§ What you will do:
Every entry that follows should be output exactly, and every image in it left out.

(Data to examine)

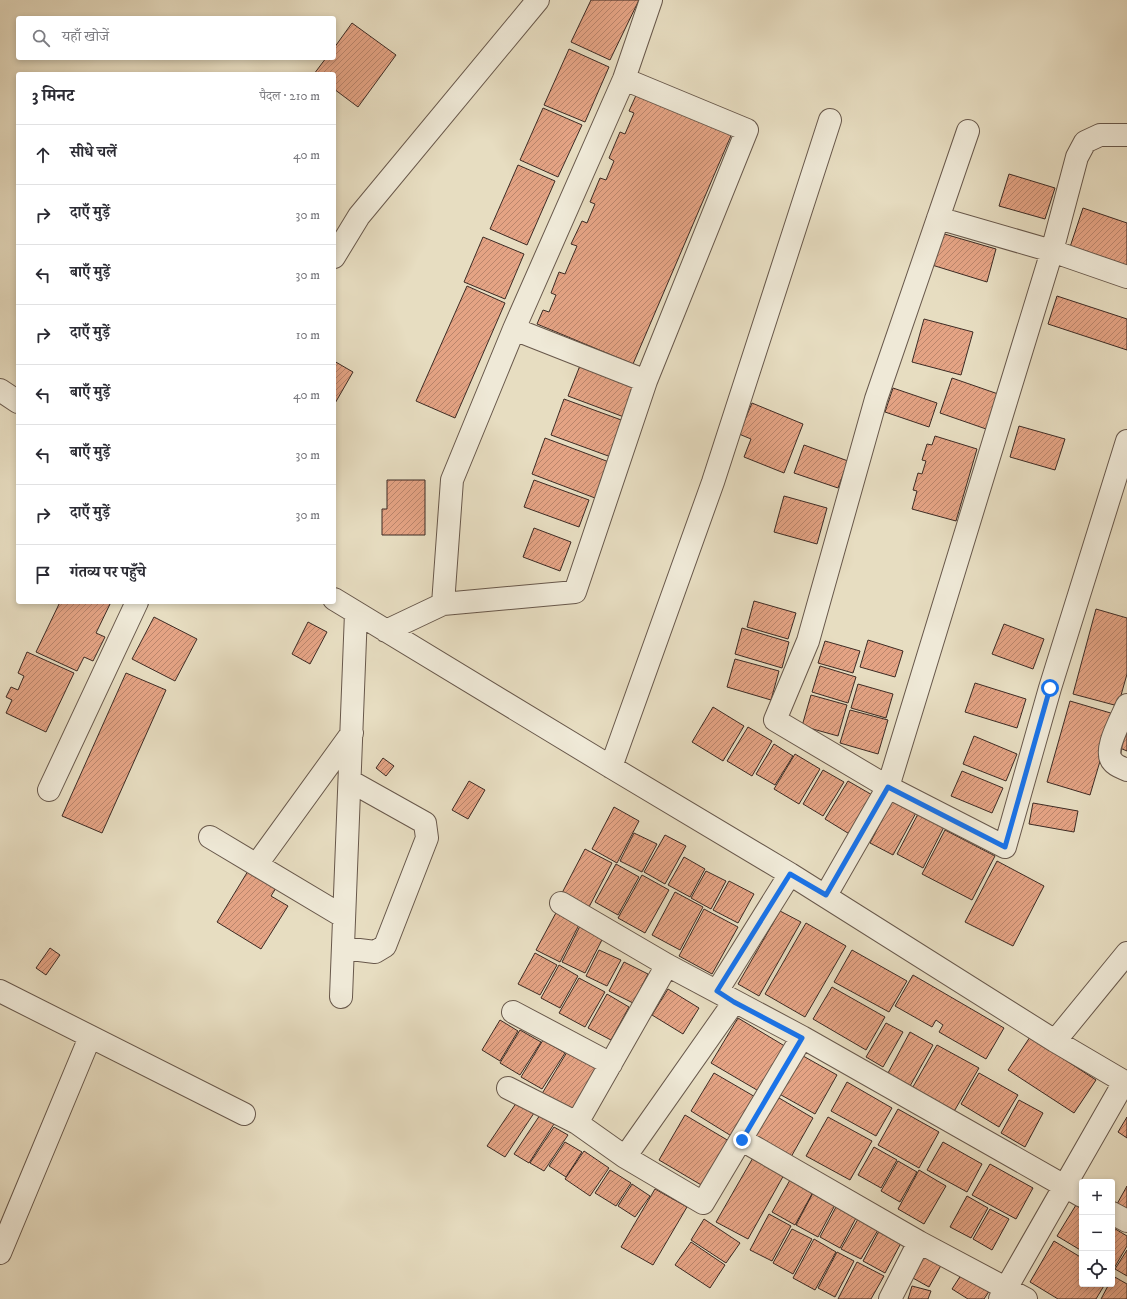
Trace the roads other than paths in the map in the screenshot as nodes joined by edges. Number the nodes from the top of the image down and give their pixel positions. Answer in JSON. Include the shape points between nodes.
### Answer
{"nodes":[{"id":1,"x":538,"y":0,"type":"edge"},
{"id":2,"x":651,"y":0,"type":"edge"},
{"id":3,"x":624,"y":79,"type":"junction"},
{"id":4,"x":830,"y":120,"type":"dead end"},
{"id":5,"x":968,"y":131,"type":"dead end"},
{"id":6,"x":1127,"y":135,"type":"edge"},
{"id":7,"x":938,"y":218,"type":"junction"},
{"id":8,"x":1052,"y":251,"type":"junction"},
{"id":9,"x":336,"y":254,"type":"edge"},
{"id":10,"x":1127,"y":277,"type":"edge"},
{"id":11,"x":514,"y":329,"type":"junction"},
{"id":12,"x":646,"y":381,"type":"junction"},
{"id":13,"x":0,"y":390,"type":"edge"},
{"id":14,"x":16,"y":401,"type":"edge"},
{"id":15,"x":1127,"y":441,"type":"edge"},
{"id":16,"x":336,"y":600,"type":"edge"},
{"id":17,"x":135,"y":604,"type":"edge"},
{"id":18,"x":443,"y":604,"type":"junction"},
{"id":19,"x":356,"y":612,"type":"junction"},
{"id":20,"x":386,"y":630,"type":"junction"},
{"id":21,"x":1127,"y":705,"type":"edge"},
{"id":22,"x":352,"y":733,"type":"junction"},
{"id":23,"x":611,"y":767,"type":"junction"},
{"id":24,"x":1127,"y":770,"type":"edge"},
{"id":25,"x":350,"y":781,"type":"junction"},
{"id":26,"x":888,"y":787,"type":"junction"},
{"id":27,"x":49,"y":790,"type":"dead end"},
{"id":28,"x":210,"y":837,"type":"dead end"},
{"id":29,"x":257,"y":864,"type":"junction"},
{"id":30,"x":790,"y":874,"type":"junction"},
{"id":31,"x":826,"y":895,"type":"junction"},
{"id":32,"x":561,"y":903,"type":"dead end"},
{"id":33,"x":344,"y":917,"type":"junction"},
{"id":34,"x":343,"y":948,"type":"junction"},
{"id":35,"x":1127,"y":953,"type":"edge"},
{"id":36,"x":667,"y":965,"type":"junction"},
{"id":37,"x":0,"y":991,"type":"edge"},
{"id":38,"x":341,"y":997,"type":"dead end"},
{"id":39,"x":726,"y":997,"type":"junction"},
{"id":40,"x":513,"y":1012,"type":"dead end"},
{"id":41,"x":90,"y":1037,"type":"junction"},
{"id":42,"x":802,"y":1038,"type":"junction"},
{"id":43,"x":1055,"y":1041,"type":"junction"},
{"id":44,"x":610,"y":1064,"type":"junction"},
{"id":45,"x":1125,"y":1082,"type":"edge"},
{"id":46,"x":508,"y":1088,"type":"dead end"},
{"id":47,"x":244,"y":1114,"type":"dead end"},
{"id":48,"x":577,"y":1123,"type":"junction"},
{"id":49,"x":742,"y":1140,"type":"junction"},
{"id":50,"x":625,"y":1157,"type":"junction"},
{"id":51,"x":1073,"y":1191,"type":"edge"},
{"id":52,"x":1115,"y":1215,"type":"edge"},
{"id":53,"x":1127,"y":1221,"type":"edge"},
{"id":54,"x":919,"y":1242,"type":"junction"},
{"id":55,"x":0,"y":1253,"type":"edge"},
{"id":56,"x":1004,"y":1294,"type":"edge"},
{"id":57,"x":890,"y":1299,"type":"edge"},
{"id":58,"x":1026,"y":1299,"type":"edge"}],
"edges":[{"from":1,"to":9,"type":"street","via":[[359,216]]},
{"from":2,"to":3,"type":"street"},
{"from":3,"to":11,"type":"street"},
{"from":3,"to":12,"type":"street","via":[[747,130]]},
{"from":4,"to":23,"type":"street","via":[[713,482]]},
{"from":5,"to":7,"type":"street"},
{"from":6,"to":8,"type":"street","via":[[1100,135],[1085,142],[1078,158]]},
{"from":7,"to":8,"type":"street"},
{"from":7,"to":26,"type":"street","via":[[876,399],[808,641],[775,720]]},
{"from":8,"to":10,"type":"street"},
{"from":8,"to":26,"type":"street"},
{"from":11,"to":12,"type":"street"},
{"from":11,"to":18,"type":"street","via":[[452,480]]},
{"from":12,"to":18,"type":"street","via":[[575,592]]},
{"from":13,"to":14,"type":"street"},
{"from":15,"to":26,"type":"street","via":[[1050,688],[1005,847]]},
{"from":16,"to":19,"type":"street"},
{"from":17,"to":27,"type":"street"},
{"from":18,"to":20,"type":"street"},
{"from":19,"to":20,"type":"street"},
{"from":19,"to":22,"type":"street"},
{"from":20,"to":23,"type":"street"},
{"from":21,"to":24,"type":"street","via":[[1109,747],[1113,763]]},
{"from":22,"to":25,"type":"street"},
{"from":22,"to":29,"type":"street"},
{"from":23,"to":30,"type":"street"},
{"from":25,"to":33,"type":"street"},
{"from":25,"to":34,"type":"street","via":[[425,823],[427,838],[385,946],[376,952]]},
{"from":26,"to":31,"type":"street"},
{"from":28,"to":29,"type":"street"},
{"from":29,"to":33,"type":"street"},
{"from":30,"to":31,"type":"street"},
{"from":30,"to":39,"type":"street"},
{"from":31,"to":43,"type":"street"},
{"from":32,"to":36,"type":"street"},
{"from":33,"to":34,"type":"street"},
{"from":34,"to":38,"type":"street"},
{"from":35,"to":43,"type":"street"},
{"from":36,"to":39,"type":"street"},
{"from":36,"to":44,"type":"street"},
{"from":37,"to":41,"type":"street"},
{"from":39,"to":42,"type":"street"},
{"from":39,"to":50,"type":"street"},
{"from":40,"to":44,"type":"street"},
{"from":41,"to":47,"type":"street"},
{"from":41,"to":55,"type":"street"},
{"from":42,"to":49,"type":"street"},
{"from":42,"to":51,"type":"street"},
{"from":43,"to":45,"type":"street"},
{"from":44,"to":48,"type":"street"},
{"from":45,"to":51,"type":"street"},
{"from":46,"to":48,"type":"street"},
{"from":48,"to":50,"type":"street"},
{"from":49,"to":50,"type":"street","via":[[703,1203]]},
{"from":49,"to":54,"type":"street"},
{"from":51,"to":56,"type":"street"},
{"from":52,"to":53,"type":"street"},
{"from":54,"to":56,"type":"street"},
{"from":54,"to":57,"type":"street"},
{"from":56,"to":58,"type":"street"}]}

(End Data to examine)

§ Problem solution:
Trace the roads other than paths in the map in the screenshot as nodes joined by edges. Number the nodes from the top of the image down and give their pixel positions. Answer in JSON. Include the shape points between nodes.
### Answer
{"nodes":[{"id":1,"x":538,"y":0,"type":"edge"},
{"id":2,"x":651,"y":0,"type":"edge"},
{"id":3,"x":624,"y":79,"type":"junction"},
{"id":4,"x":830,"y":120,"type":"dead end"},
{"id":5,"x":968,"y":131,"type":"dead end"},
{"id":6,"x":1127,"y":135,"type":"edge"},
{"id":7,"x":938,"y":218,"type":"junction"},
{"id":8,"x":1052,"y":251,"type":"junction"},
{"id":9,"x":336,"y":254,"type":"edge"},
{"id":10,"x":1127,"y":277,"type":"edge"},
{"id":11,"x":514,"y":329,"type":"junction"},
{"id":12,"x":646,"y":381,"type":"junction"},
{"id":13,"x":0,"y":390,"type":"edge"},
{"id":14,"x":16,"y":401,"type":"edge"},
{"id":15,"x":1127,"y":441,"type":"edge"},
{"id":16,"x":336,"y":600,"type":"edge"},
{"id":17,"x":135,"y":604,"type":"edge"},
{"id":18,"x":443,"y":604,"type":"junction"},
{"id":19,"x":356,"y":612,"type":"junction"},
{"id":20,"x":386,"y":630,"type":"junction"},
{"id":21,"x":1127,"y":705,"type":"edge"},
{"id":22,"x":352,"y":733,"type":"junction"},
{"id":23,"x":611,"y":767,"type":"junction"},
{"id":24,"x":1127,"y":770,"type":"edge"},
{"id":25,"x":350,"y":781,"type":"junction"},
{"id":26,"x":888,"y":787,"type":"junction"},
{"id":27,"x":49,"y":790,"type":"dead end"},
{"id":28,"x":210,"y":837,"type":"dead end"},
{"id":29,"x":257,"y":864,"type":"junction"},
{"id":30,"x":790,"y":874,"type":"junction"},
{"id":31,"x":826,"y":895,"type":"junction"},
{"id":32,"x":561,"y":903,"type":"dead end"},
{"id":33,"x":344,"y":917,"type":"junction"},
{"id":34,"x":343,"y":948,"type":"junction"},
{"id":35,"x":1127,"y":953,"type":"edge"},
{"id":36,"x":667,"y":965,"type":"junction"},
{"id":37,"x":0,"y":991,"type":"edge"},
{"id":38,"x":341,"y":997,"type":"dead end"},
{"id":39,"x":726,"y":997,"type":"junction"},
{"id":40,"x":513,"y":1012,"type":"dead end"},
{"id":41,"x":90,"y":1037,"type":"junction"},
{"id":42,"x":802,"y":1038,"type":"junction"},
{"id":43,"x":1055,"y":1041,"type":"junction"},
{"id":44,"x":610,"y":1064,"type":"junction"},
{"id":45,"x":1125,"y":1082,"type":"edge"},
{"id":46,"x":508,"y":1088,"type":"dead end"},
{"id":47,"x":244,"y":1114,"type":"dead end"},
{"id":48,"x":577,"y":1123,"type":"junction"},
{"id":49,"x":742,"y":1140,"type":"junction"},
{"id":50,"x":625,"y":1157,"type":"junction"},
{"id":51,"x":1073,"y":1191,"type":"edge"},
{"id":52,"x":1115,"y":1215,"type":"edge"},
{"id":53,"x":1127,"y":1221,"type":"edge"},
{"id":54,"x":919,"y":1242,"type":"junction"},
{"id":55,"x":0,"y":1253,"type":"edge"},
{"id":56,"x":1004,"y":1294,"type":"edge"},
{"id":57,"x":890,"y":1299,"type":"edge"},
{"id":58,"x":1026,"y":1299,"type":"edge"}],
"edges":[{"from":1,"to":9,"type":"street","via":[[359,216]]},
{"from":2,"to":3,"type":"street"},
{"from":3,"to":11,"type":"street"},
{"from":3,"to":12,"type":"street","via":[[747,130]]},
{"from":4,"to":23,"type":"street","via":[[713,482]]},
{"from":5,"to":7,"type":"street"},
{"from":6,"to":8,"type":"street","via":[[1100,135],[1085,142],[1078,158]]},
{"from":7,"to":8,"type":"street"},
{"from":7,"to":26,"type":"street","via":[[876,399],[808,641],[775,720]]},
{"from":8,"to":10,"type":"street"},
{"from":8,"to":26,"type":"street"},
{"from":11,"to":12,"type":"street"},
{"from":11,"to":18,"type":"street","via":[[452,480]]},
{"from":12,"to":18,"type":"street","via":[[575,592]]},
{"from":13,"to":14,"type":"street"},
{"from":15,"to":26,"type":"street","via":[[1050,688],[1005,847]]},
{"from":16,"to":19,"type":"street"},
{"from":17,"to":27,"type":"street"},
{"from":18,"to":20,"type":"street"},
{"from":19,"to":20,"type":"street"},
{"from":19,"to":22,"type":"street"},
{"from":20,"to":23,"type":"street"},
{"from":21,"to":24,"type":"street","via":[[1109,747],[1113,763]]},
{"from":22,"to":25,"type":"street"},
{"from":22,"to":29,"type":"street"},
{"from":23,"to":30,"type":"street"},
{"from":25,"to":33,"type":"street"},
{"from":25,"to":34,"type":"street","via":[[425,823],[427,838],[385,946],[376,952]]},
{"from":26,"to":31,"type":"street"},
{"from":28,"to":29,"type":"street"},
{"from":29,"to":33,"type":"street"},
{"from":30,"to":31,"type":"street"},
{"from":30,"to":39,"type":"street"},
{"from":31,"to":43,"type":"street"},
{"from":32,"to":36,"type":"street"},
{"from":33,"to":34,"type":"street"},
{"from":34,"to":38,"type":"street"},
{"from":35,"to":43,"type":"street"},
{"from":36,"to":39,"type":"street"},
{"from":36,"to":44,"type":"street"},
{"from":37,"to":41,"type":"street"},
{"from":39,"to":42,"type":"street"},
{"from":39,"to":50,"type":"street"},
{"from":40,"to":44,"type":"street"},
{"from":41,"to":47,"type":"street"},
{"from":41,"to":55,"type":"street"},
{"from":42,"to":49,"type":"street"},
{"from":42,"to":51,"type":"street"},
{"from":43,"to":45,"type":"street"},
{"from":44,"to":48,"type":"street"},
{"from":45,"to":51,"type":"street"},
{"from":46,"to":48,"type":"street"},
{"from":48,"to":50,"type":"street"},
{"from":49,"to":50,"type":"street","via":[[703,1203]]},
{"from":49,"to":54,"type":"street"},
{"from":51,"to":56,"type":"street"},
{"from":52,"to":53,"type":"street"},
{"from":54,"to":56,"type":"street"},
{"from":54,"to":57,"type":"street"},
{"from":56,"to":58,"type":"street"}]}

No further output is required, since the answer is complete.